Assignment – Return all the data verbatim but without images.

(Excerpts from a dataset)
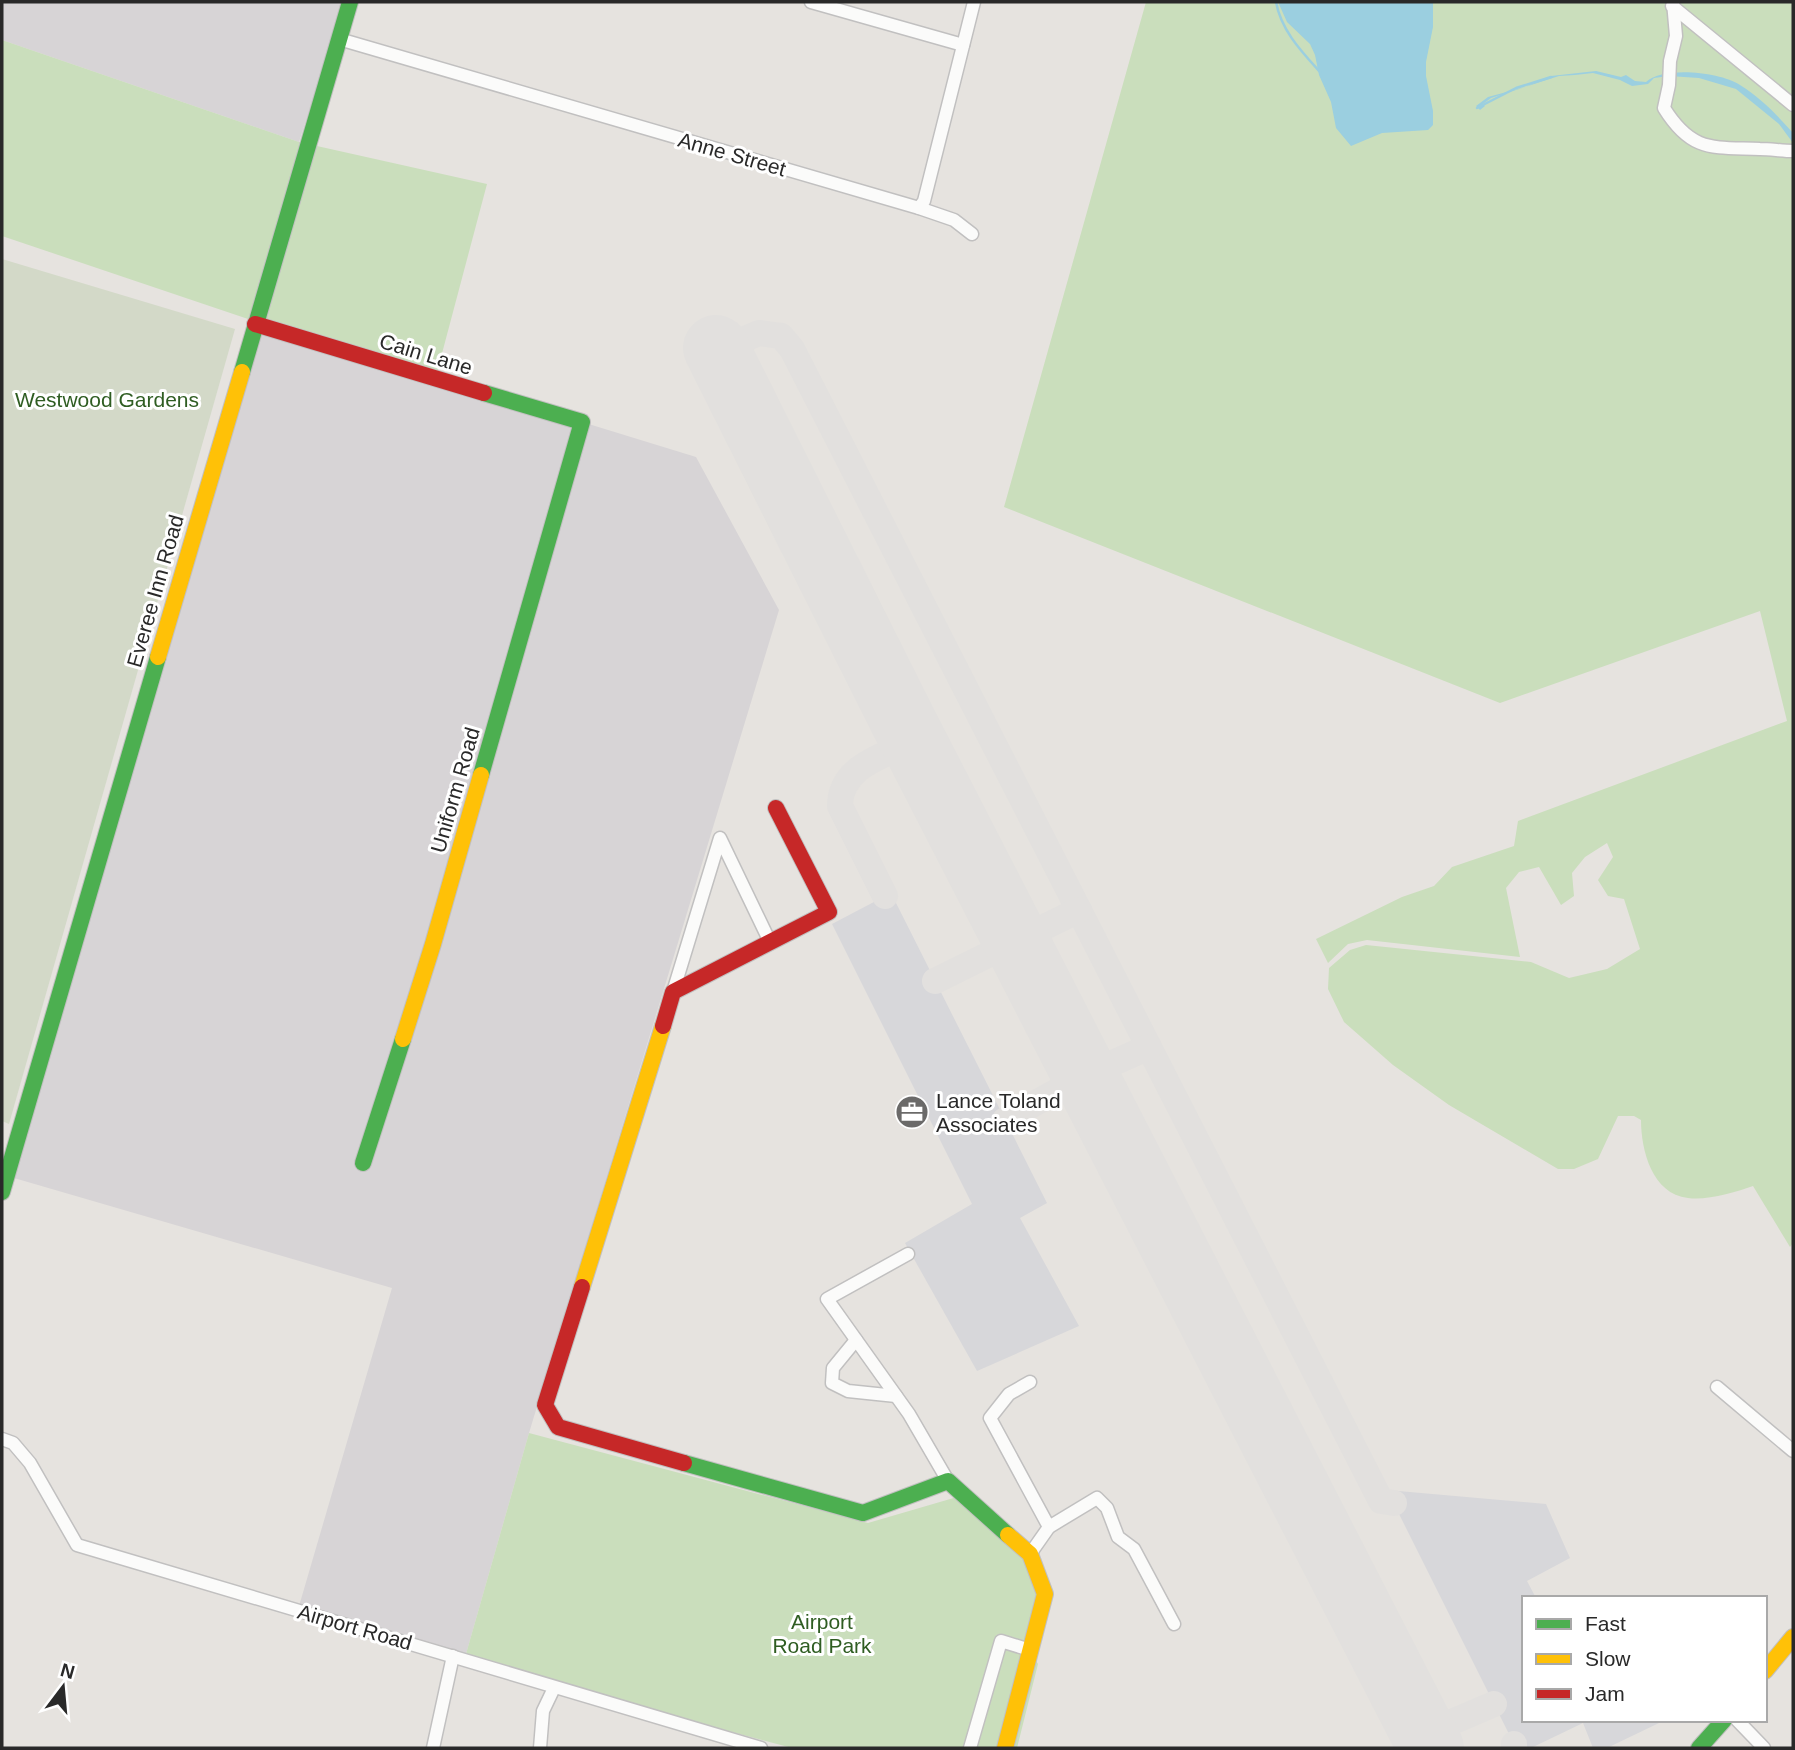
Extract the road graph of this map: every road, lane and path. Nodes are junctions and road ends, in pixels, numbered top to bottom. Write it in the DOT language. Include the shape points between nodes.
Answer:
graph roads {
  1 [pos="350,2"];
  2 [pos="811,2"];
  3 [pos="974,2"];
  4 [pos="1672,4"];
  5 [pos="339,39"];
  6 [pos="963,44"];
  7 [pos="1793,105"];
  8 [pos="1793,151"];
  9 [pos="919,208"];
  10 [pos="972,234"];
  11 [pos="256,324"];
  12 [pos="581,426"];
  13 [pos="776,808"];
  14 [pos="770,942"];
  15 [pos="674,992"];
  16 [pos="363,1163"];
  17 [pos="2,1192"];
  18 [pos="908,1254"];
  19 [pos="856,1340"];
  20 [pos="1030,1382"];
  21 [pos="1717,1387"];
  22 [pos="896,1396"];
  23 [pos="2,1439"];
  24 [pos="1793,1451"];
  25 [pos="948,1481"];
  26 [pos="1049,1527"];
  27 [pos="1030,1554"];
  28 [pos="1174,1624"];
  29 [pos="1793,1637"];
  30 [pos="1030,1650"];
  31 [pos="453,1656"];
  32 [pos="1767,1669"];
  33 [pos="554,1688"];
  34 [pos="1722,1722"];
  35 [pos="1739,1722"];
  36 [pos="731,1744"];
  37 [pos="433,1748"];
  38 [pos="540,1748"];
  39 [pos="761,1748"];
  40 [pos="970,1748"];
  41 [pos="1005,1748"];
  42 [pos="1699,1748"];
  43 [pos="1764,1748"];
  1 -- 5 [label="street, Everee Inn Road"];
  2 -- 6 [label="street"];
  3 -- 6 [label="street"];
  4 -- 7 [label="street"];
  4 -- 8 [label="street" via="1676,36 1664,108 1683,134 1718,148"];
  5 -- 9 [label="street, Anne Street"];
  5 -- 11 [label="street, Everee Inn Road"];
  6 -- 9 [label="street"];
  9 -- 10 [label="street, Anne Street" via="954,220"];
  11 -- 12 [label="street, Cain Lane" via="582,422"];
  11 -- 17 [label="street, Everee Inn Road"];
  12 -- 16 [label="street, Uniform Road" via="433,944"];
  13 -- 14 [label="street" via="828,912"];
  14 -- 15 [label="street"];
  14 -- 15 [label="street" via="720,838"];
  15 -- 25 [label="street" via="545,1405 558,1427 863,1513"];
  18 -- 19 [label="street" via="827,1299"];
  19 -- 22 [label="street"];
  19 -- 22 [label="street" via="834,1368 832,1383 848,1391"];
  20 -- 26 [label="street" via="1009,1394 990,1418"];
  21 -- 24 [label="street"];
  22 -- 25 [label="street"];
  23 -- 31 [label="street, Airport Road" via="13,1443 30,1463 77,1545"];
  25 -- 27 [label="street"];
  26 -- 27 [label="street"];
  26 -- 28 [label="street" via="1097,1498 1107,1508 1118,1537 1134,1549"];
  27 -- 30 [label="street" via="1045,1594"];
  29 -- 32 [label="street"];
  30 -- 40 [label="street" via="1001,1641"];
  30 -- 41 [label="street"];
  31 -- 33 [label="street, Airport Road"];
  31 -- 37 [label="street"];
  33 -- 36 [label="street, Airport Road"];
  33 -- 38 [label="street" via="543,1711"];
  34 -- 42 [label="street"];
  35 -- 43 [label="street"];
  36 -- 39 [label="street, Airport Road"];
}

Solution for this exercise –
Extract the road graph of this map: every road, lane and path. Nodes are junctions and road ends, in pixels, numbered top to bottom. Write it in the DOT language. Include the shape points between nodes.
Answer:
graph roads {
  1 [pos="350,2"];
  2 [pos="811,2"];
  3 [pos="974,2"];
  4 [pos="1672,4"];
  5 [pos="339,39"];
  6 [pos="963,44"];
  7 [pos="1793,105"];
  8 [pos="1793,151"];
  9 [pos="919,208"];
  10 [pos="972,234"];
  11 [pos="256,324"];
  12 [pos="581,426"];
  13 [pos="776,808"];
  14 [pos="770,942"];
  15 [pos="674,992"];
  16 [pos="363,1163"];
  17 [pos="2,1192"];
  18 [pos="908,1254"];
  19 [pos="856,1340"];
  20 [pos="1030,1382"];
  21 [pos="1717,1387"];
  22 [pos="896,1396"];
  23 [pos="2,1439"];
  24 [pos="1793,1451"];
  25 [pos="948,1481"];
  26 [pos="1049,1527"];
  27 [pos="1030,1554"];
  28 [pos="1174,1624"];
  29 [pos="1793,1637"];
  30 [pos="1030,1650"];
  31 [pos="453,1656"];
  32 [pos="1767,1669"];
  33 [pos="554,1688"];
  34 [pos="1722,1722"];
  35 [pos="1739,1722"];
  36 [pos="731,1744"];
  37 [pos="433,1748"];
  38 [pos="540,1748"];
  39 [pos="761,1748"];
  40 [pos="970,1748"];
  41 [pos="1005,1748"];
  42 [pos="1699,1748"];
  43 [pos="1764,1748"];
  1 -- 5 [label="street, Everee Inn Road"];
  2 -- 6 [label="street"];
  3 -- 6 [label="street"];
  4 -- 7 [label="street"];
  4 -- 8 [label="street" via="1676,36 1664,108 1683,134 1718,148"];
  5 -- 9 [label="street, Anne Street"];
  5 -- 11 [label="street, Everee Inn Road"];
  6 -- 9 [label="street"];
  9 -- 10 [label="street, Anne Street" via="954,220"];
  11 -- 12 [label="street, Cain Lane" via="582,422"];
  11 -- 17 [label="street, Everee Inn Road"];
  12 -- 16 [label="street, Uniform Road" via="433,944"];
  13 -- 14 [label="street" via="828,912"];
  14 -- 15 [label="street"];
  14 -- 15 [label="street" via="720,838"];
  15 -- 25 [label="street" via="545,1405 558,1427 863,1513"];
  18 -- 19 [label="street" via="827,1299"];
  19 -- 22 [label="street"];
  19 -- 22 [label="street" via="834,1368 832,1383 848,1391"];
  20 -- 26 [label="street" via="1009,1394 990,1418"];
  21 -- 24 [label="street"];
  22 -- 25 [label="street"];
  23 -- 31 [label="street, Airport Road" via="13,1443 30,1463 77,1545"];
  25 -- 27 [label="street"];
  26 -- 27 [label="street"];
  26 -- 28 [label="street" via="1097,1498 1107,1508 1118,1537 1134,1549"];
  27 -- 30 [label="street" via="1045,1594"];
  29 -- 32 [label="street"];
  30 -- 40 [label="street" via="1001,1641"];
  30 -- 41 [label="street"];
  31 -- 33 [label="street, Airport Road"];
  31 -- 37 [label="street"];
  33 -- 36 [label="street, Airport Road"];
  33 -- 38 [label="street" via="543,1711"];
  34 -- 42 [label="street"];
  35 -- 43 [label="street"];
  36 -- 39 [label="street, Airport Road"];
}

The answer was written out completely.